** PROVIDED DATA follows **

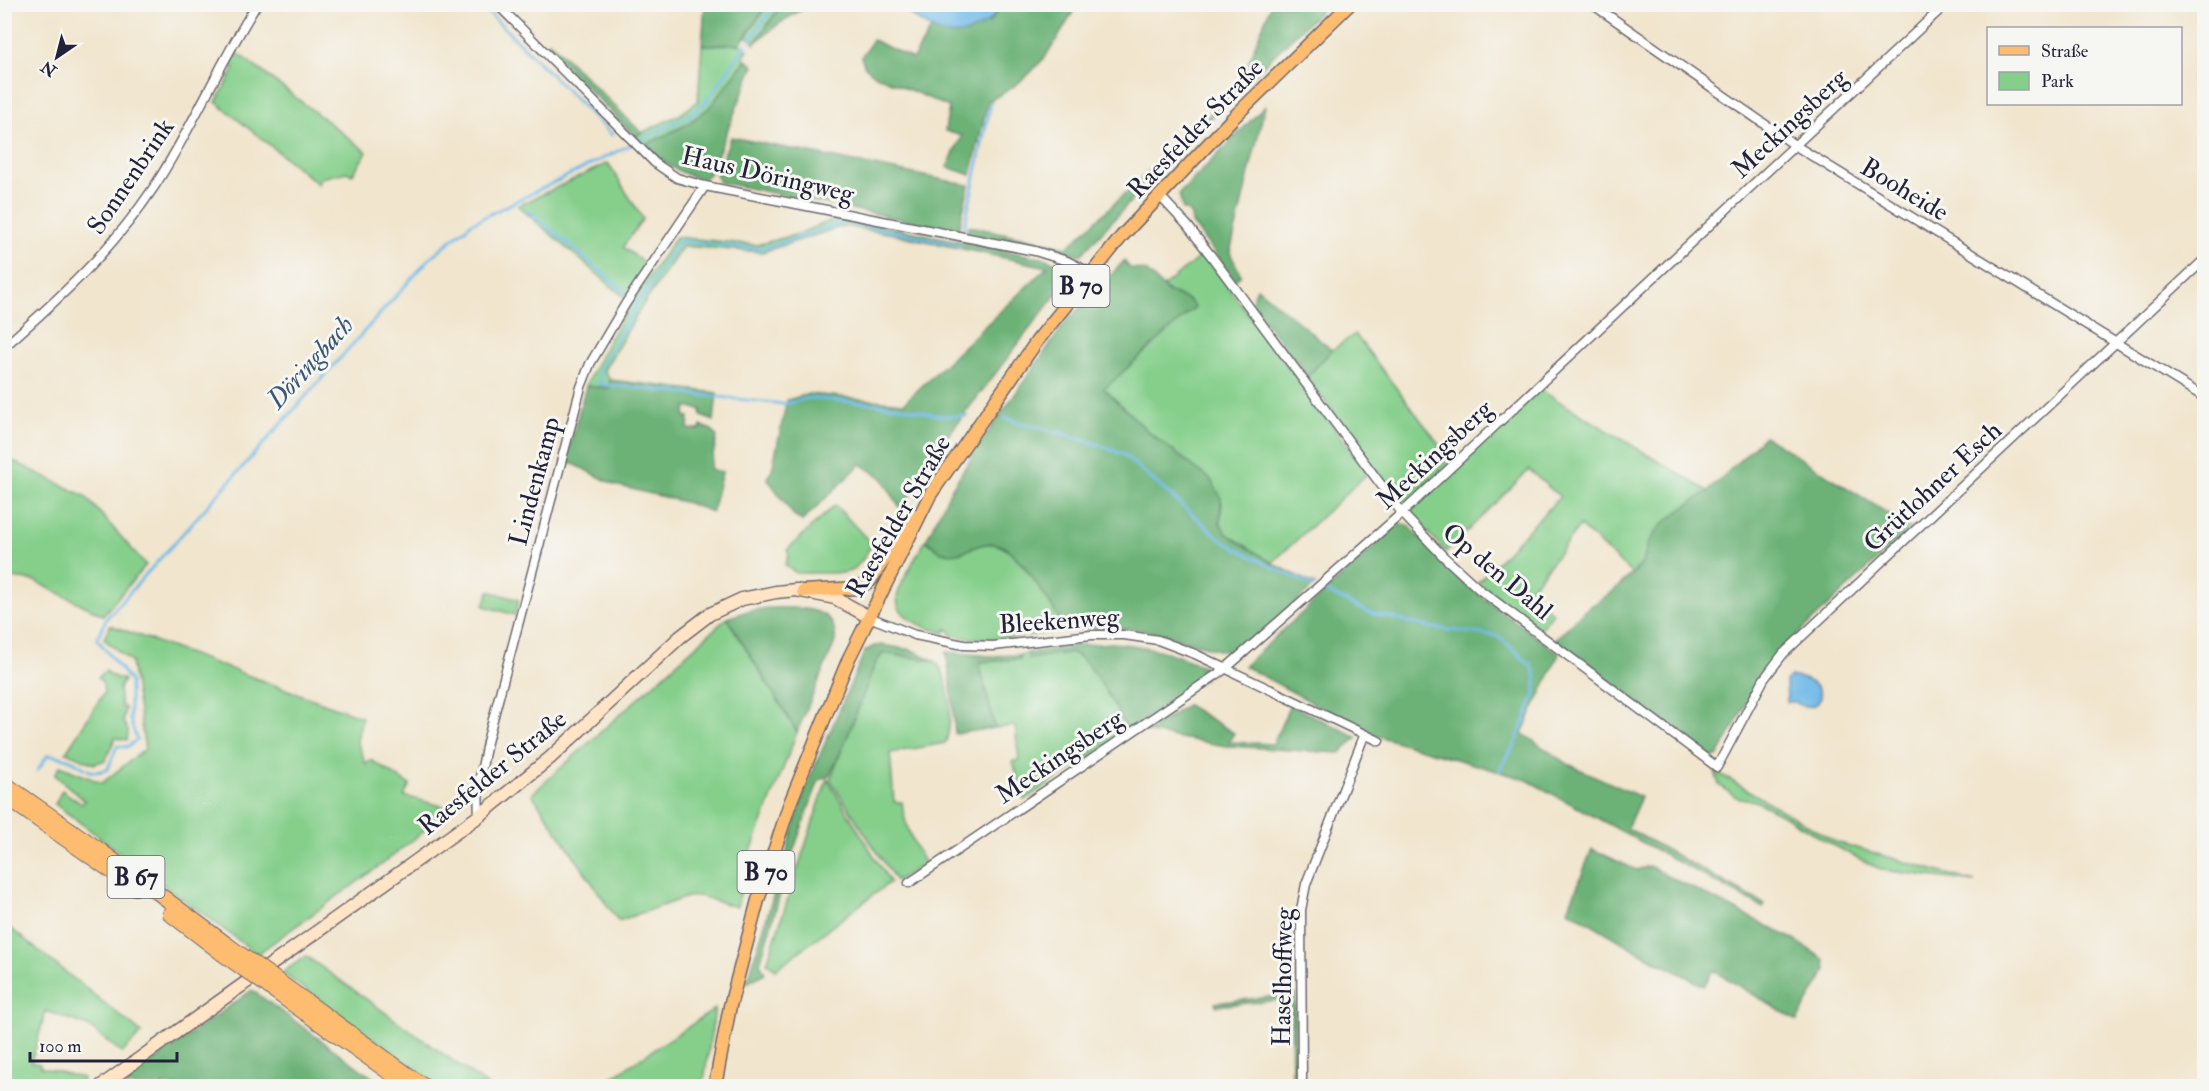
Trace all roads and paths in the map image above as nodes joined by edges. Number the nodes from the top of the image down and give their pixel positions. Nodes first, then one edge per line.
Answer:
1 (257, 4) edge
2 (497, 4) edge
3 (1350, 4) edge
4 (1592, 4) edge
5 (1946, 4) edge
6 (1796, 146) junction
7 (705, 186) junction
8 (1159, 195) junction
9 (2205, 260) edge
10 (1091, 273) junction
11 (2116, 342) junction
12 (4, 347) edge
13 (2205, 397) edge
14 (930, 495) junction
15 (1402, 513) junction
16 (803, 591) junction
17 (868, 617) junction
18 (1225, 669) junction
19 (1364, 736) junction
20 (1379, 741) dead end
21 (1717, 767) joint
22 (4, 783) edge
23 (4, 796) edge
24 (479, 816) junction
25 (909, 883) dead end
26 (224, 949) junction
27 (295, 1000) junction
28 (364, 1058) junction
29 (101, 1086) edge
30 (399, 1086) edge
31 (408, 1086) edge
32 (424, 1086) edge
33 (715, 1086) edge
34 (1302, 1086) edge

1 - 12 street, Sonnenbrink
2 - 7 street, Haus Döringweg
3 - 8 main road, Raesfelder Straße / B 70
4 - 6 street, Booheide
5 - 6 street, Meckingsberg
6 - 11 street, Booheide
6 - 15 street, Meckingsberg
7 - 10 street, Haus Döringweg
7 - 24 street, Lindenkamp
8 - 10 main road, Raesfelder Straße / B 70
8 - 15 street, Op den Dahl
9 - 11 street, Grütlohner Esch
10 - 14 main road, Raesfelder Straße / B 70
11 - 13 street, Booheide
11 - 21 street, Grütlohner Esch
14 - 16 main road
14 - 17 main road, Raesfelder Straße / B 70
15 - 18 street, Meckingsberg
15 - 21 street, Op den Dahl
16 - 17 main road, Raesfelder Straße
16 - 24 main road, Raesfelder Straße
17 - 18 street, Bleekenweg
17 - 33 main road, B 70
18 - 19 street, Bleekenweg
18 - 25 street, Meckingsberg
19 - 20 street, Bleekenweg
19 - 34 street, Haselhoffweg
22 - 26 highway, B 67
23 - 26 highway, B 67
24 - 29 main road, Raesfelder Straße
26 - 27 highway, B 67, bridge
27 - 28 highway, B 67
27 - 32 highway, B 67
28 - 30 highway
28 - 31 highway, B 67

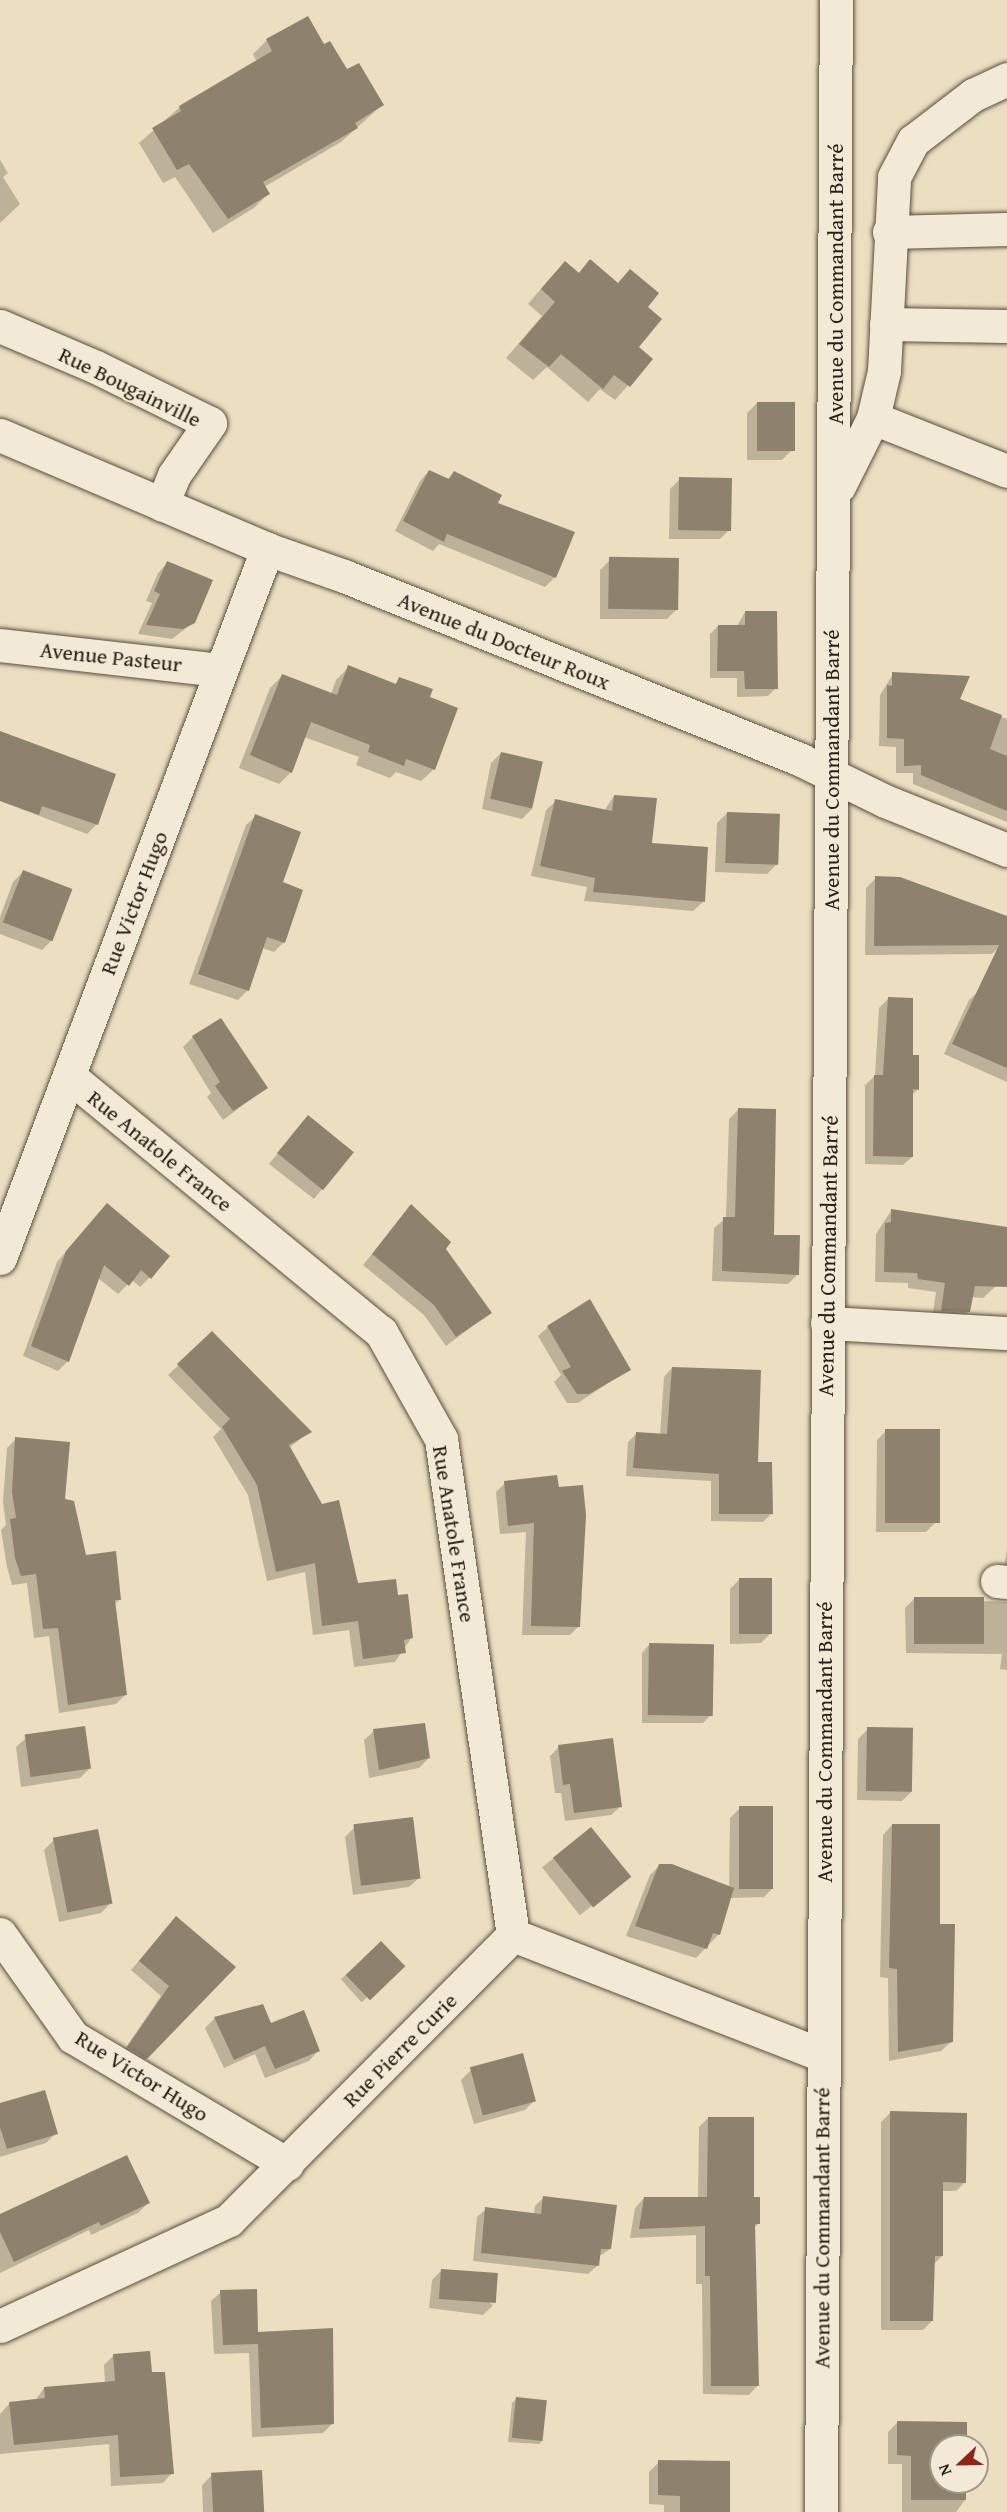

** End of PROVIDED DATA **

Type the entries again verbatim. Any pictures should be skipped.

Trace all roads and paths in the map image above as nodes joined by edges. Number the nodes from the top of the image down and give their pixel positions. Nodes first, then one edge per line.
Answer:
1 (257, 4) edge
2 (497, 4) edge
3 (1350, 4) edge
4 (1592, 4) edge
5 (1946, 4) edge
6 (1796, 146) junction
7 (705, 186) junction
8 (1159, 195) junction
9 (2205, 260) edge
10 (1091, 273) junction
11 (2116, 342) junction
12 (4, 347) edge
13 (2205, 397) edge
14 (930, 495) junction
15 (1402, 513) junction
16 (803, 591) junction
17 (868, 617) junction
18 (1225, 669) junction
19 (1364, 736) junction
20 (1379, 741) dead end
21 (1717, 767) joint
22 (4, 783) edge
23 (4, 796) edge
24 (479, 816) junction
25 (909, 883) dead end
26 (224, 949) junction
27 (295, 1000) junction
28 (364, 1058) junction
29 (101, 1086) edge
30 (399, 1086) edge
31 (408, 1086) edge
32 (424, 1086) edge
33 (715, 1086) edge
34 (1302, 1086) edge

1 - 12 street, Sonnenbrink
2 - 7 street, Haus Döringweg
3 - 8 main road, Raesfelder Straße / B 70
4 - 6 street, Booheide
5 - 6 street, Meckingsberg
6 - 11 street, Booheide
6 - 15 street, Meckingsberg
7 - 10 street, Haus Döringweg
7 - 24 street, Lindenkamp
8 - 10 main road, Raesfelder Straße / B 70
8 - 15 street, Op den Dahl
9 - 11 street, Grütlohner Esch
10 - 14 main road, Raesfelder Straße / B 70
11 - 13 street, Booheide
11 - 21 street, Grütlohner Esch
14 - 16 main road
14 - 17 main road, Raesfelder Straße / B 70
15 - 18 street, Meckingsberg
15 - 21 street, Op den Dahl
16 - 17 main road, Raesfelder Straße
16 - 24 main road, Raesfelder Straße
17 - 18 street, Bleekenweg
17 - 33 main road, B 70
18 - 19 street, Bleekenweg
18 - 25 street, Meckingsberg
19 - 20 street, Bleekenweg
19 - 34 street, Haselhoffweg
22 - 26 highway, B 67
23 - 26 highway, B 67
24 - 29 main road, Raesfelder Straße
26 - 27 highway, B 67, bridge
27 - 28 highway, B 67
27 - 32 highway, B 67
28 - 30 highway
28 - 31 highway, B 67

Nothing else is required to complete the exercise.